The San Marcos de Colón Biosphere Reserve, covering 57,810 ha (142,850 acres), is situated about 12 km (7 mi) from the Nicaraguan border in the department of Choluteca, at an altitude that varies between 500 and 1700 m (1,600 and 5,600 ft). It exhibits a rich biological diversity that include several species of endemic fauna. The climate has traditionally been described as tropical. However, due to widespread agricultural deforestation and a higher altitude, in many cases the climate can be more aptly described as temperate.

There are several endemic species of fauna some of which are present only in small populations. The area also includes species of mammal such as the northern tamandua (Tamandua mexicana), the white-tailed deer (Odocoileus virginianus) and the white-faced monkey (Cebus capucinus). Significant biological diversity has been recorded among bird species with 129 families registered. However, the highland guan (Penelopina nigra) and the Red-tailed hawk are endangered. A total of 18 families of herpetofauna have also been observed. In terms of flora, the Union for the Conservation of Nature (IUCN) and the national authorities have classified guayacan trees (Guayacum Santum) as being under serious threat.

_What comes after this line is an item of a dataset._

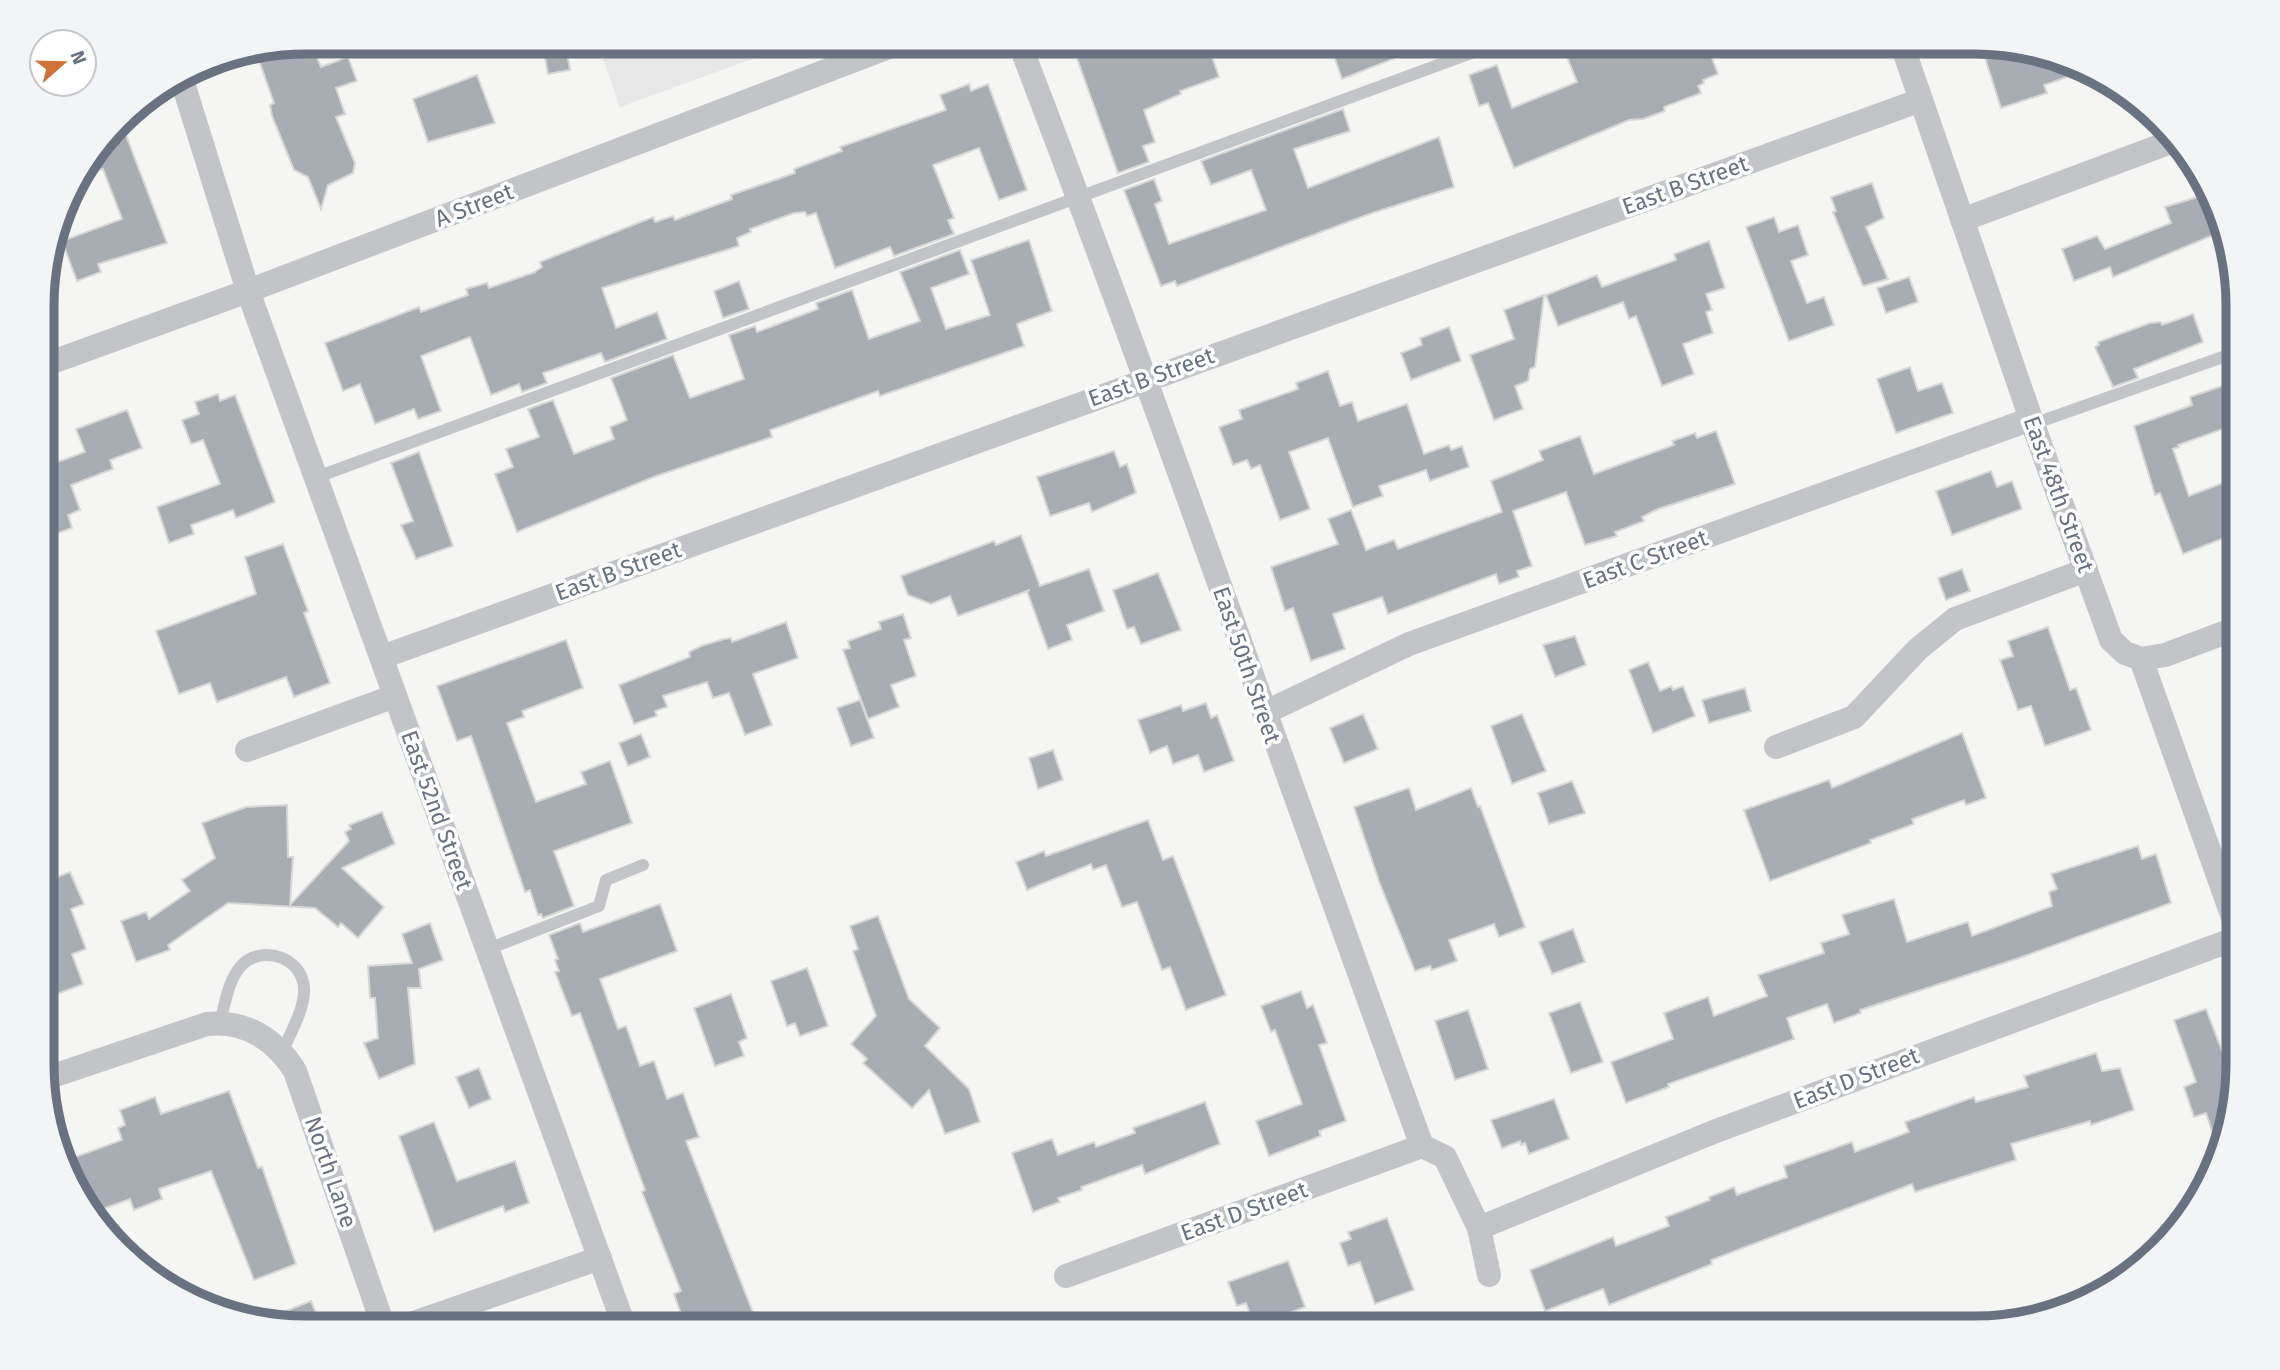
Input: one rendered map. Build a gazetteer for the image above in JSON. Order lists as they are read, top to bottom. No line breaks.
{"streets":{"street":["East B Street","A Street","East 48th Street","East C Street","East 50th Street","East 52nd Street","East D Street","North Lane"]},"crossings":[["East B Street","East 48th Street"],["East B Street","East 50th Street"],["East B Street","East 52nd Street"],["A Street","East 52nd Street"],["East 48th Street","East C Street"],["East C Street","East 50th Street"],["East 50th Street","East D Street"]],"north":"right"}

The biosphere reserve contains 18 villages that are home to 26,350 inhabitants. The natural characteristics and peculiar temperate climate of the area enable the development of agricultural activities such as horticulture, fruit and coffee production, the growth of ornamental plants, and cattle rearing and dairy production. These activities contribute to the development of a variety of other productive activities that enhance the economic growth of the reserve. The area is also known for its saddlery products (belts, harness, boots and hats). Other activities include the production of basic grains, the processing of milk products, the production of vegetables, and products derived from maize.